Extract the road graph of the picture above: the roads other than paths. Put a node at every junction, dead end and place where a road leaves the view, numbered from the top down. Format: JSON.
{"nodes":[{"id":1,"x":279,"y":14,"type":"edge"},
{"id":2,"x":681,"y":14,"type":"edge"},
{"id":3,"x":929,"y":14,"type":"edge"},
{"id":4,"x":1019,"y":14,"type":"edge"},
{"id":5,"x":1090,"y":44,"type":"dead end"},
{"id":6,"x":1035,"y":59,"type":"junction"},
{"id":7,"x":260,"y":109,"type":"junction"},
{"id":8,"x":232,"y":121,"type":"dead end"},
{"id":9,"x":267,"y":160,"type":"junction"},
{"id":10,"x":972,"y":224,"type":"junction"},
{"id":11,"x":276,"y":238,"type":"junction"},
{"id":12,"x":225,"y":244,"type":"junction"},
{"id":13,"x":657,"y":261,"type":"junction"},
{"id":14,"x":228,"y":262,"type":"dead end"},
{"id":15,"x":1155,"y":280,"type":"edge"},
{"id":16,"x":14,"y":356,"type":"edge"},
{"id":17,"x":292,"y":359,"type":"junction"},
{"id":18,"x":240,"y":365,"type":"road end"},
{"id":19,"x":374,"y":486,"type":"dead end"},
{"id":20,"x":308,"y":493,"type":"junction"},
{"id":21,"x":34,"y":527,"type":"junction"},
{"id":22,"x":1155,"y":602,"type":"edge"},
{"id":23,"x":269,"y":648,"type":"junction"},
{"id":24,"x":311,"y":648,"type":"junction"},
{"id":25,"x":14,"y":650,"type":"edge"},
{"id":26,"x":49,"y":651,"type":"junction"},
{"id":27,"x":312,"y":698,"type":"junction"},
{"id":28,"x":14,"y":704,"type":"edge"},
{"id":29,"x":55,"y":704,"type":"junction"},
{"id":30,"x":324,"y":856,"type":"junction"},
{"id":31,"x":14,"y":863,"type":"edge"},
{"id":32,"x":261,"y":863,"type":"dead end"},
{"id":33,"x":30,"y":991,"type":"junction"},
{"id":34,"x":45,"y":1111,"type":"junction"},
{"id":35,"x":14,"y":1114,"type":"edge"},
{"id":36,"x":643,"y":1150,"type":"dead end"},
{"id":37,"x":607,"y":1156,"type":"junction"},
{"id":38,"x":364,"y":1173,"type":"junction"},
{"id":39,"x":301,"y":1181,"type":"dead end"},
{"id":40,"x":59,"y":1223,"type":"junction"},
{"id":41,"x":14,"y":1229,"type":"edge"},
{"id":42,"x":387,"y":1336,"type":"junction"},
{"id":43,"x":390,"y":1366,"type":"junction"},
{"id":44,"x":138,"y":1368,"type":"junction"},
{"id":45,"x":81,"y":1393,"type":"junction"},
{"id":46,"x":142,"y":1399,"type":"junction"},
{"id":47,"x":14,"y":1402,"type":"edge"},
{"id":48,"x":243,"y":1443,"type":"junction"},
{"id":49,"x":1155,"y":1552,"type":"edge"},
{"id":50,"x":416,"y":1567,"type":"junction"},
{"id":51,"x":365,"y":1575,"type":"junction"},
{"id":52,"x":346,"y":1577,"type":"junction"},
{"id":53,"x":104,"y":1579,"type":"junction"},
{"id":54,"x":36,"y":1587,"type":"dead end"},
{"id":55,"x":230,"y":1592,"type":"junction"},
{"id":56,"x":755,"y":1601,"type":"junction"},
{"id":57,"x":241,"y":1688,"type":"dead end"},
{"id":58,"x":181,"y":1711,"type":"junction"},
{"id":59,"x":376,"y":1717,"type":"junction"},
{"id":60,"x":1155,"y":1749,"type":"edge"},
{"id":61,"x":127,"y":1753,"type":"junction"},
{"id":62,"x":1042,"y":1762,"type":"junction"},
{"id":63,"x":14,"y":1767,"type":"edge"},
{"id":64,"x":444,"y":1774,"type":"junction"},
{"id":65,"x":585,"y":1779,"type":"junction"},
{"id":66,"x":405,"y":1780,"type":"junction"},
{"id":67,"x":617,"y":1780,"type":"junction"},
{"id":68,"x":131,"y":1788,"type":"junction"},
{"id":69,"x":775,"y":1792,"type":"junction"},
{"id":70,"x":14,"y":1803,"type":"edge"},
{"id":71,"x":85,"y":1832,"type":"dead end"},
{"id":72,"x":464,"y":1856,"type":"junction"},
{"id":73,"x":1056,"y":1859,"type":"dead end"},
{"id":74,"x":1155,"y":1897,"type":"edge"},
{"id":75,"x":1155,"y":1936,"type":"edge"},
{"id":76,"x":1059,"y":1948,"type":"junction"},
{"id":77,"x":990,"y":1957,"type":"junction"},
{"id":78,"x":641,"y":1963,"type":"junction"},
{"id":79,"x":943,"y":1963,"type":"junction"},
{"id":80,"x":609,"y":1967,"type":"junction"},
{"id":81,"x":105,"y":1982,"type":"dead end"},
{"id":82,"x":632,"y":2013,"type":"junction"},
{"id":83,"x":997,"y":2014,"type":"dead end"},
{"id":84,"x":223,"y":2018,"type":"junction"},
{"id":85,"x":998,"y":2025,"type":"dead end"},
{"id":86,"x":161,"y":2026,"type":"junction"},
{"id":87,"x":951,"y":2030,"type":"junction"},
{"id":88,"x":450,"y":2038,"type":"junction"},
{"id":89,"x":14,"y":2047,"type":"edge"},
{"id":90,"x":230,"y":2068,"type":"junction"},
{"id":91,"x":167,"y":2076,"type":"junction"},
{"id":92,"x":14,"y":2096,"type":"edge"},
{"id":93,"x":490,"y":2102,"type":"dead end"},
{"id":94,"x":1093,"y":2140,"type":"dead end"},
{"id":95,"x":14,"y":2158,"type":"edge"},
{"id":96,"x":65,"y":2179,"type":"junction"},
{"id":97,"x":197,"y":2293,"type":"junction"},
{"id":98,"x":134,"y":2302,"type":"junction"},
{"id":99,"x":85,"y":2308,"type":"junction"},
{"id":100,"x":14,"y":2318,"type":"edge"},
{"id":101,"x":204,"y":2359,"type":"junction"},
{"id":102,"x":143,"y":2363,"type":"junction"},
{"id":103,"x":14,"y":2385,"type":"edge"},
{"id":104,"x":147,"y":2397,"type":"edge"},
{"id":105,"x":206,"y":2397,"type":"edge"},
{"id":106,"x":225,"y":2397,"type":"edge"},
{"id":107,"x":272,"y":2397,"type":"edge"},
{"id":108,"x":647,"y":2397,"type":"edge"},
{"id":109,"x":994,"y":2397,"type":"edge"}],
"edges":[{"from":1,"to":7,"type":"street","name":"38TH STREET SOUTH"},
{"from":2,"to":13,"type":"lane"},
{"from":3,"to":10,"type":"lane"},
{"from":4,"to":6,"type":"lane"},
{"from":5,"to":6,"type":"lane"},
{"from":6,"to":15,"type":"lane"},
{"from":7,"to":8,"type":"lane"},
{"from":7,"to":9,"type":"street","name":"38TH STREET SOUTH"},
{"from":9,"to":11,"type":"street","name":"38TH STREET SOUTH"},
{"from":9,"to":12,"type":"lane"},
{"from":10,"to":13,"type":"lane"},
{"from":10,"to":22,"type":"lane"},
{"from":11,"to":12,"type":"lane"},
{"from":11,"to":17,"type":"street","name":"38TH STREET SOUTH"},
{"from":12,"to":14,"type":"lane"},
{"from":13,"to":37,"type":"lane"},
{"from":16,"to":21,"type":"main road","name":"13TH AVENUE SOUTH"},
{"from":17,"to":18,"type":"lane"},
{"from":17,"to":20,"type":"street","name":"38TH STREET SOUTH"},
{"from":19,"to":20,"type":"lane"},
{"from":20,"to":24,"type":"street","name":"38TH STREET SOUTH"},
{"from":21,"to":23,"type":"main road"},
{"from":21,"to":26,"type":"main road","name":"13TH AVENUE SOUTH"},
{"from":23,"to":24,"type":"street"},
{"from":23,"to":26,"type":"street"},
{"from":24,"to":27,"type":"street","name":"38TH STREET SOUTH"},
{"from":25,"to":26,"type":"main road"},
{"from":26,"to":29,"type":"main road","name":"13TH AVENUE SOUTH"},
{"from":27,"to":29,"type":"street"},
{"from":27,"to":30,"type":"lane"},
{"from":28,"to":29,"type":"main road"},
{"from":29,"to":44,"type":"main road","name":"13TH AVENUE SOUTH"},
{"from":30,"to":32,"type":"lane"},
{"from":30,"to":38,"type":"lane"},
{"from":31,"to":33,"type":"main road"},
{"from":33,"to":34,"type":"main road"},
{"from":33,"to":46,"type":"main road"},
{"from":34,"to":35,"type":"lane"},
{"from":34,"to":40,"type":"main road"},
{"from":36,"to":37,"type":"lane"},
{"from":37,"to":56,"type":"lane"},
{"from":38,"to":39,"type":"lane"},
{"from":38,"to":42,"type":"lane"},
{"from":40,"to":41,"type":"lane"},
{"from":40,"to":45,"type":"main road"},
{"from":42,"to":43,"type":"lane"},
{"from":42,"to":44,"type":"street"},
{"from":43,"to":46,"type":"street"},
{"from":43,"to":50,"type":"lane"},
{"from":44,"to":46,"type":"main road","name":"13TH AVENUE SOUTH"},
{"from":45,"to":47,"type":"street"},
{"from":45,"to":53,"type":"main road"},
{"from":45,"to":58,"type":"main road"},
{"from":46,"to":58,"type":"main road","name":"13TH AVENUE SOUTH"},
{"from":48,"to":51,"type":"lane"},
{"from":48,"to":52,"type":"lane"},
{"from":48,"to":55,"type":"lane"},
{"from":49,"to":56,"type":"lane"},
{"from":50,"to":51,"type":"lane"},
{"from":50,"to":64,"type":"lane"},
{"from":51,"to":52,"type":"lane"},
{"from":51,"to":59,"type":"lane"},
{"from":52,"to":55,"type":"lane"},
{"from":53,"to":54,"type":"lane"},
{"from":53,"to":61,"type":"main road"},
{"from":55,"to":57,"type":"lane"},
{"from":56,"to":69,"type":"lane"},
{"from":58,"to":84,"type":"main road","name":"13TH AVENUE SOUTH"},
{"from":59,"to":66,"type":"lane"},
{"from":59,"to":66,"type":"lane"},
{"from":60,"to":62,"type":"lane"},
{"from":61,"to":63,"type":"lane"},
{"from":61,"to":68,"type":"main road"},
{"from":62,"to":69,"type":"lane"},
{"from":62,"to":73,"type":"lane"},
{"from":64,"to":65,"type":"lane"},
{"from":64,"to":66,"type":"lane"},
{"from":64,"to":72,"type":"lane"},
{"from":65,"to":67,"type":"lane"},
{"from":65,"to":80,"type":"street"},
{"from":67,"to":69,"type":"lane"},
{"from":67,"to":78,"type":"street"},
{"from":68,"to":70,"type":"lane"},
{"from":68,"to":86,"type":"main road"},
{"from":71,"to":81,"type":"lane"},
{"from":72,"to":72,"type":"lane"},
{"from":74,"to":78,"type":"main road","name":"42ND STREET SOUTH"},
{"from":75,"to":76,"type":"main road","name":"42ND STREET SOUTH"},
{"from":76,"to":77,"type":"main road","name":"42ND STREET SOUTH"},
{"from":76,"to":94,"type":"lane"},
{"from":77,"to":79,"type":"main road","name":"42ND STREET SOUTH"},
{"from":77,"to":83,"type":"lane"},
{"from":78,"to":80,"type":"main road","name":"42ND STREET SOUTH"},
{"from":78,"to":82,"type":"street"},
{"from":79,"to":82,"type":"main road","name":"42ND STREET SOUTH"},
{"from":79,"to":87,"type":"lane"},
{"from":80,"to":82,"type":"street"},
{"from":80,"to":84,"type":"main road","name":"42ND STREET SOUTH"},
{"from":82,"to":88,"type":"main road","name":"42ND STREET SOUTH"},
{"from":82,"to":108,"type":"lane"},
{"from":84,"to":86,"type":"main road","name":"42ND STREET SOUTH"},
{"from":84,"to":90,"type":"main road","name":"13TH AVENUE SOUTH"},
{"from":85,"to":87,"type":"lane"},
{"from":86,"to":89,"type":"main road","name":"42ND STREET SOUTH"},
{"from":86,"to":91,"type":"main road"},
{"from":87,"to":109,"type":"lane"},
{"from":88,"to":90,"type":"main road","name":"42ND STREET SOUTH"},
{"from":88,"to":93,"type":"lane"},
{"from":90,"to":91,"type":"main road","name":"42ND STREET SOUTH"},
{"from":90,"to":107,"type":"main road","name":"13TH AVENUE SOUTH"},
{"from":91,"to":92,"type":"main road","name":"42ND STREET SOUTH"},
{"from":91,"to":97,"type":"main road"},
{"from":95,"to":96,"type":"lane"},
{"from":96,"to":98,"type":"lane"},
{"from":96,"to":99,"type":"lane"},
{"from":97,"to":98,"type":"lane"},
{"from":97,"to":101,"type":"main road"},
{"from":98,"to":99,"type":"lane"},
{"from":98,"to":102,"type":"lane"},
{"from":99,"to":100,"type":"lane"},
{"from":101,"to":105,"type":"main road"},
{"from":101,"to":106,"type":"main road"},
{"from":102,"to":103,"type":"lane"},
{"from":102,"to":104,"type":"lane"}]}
• • • • • • •
Exercise aim: Search the entries for the string "AVENUE". Copy every line that has it.

Answer to this exercise:
{"from":16,"to":21,"type":"main road","name":"13TH AVENUE SOUTH"},
{"from":21,"to":26,"type":"main road","name":"13TH AVENUE SOUTH"},
{"from":26,"to":29,"type":"main road","name":"13TH AVENUE SOUTH"},
{"from":29,"to":44,"type":"main road","name":"13TH AVENUE SOUTH"},
{"from":44,"to":46,"type":"main road","name":"13TH AVENUE SOUTH"},
{"from":46,"to":58,"type":"main road","name":"13TH AVENUE SOUTH"},
{"from":58,"to":84,"type":"main road","name":"13TH AVENUE SOUTH"},
{"from":84,"to":90,"type":"main road","name":"13TH AVENUE SOUTH"},
{"from":90,"to":107,"type":"main road","name":"13TH AVENUE SOUTH"},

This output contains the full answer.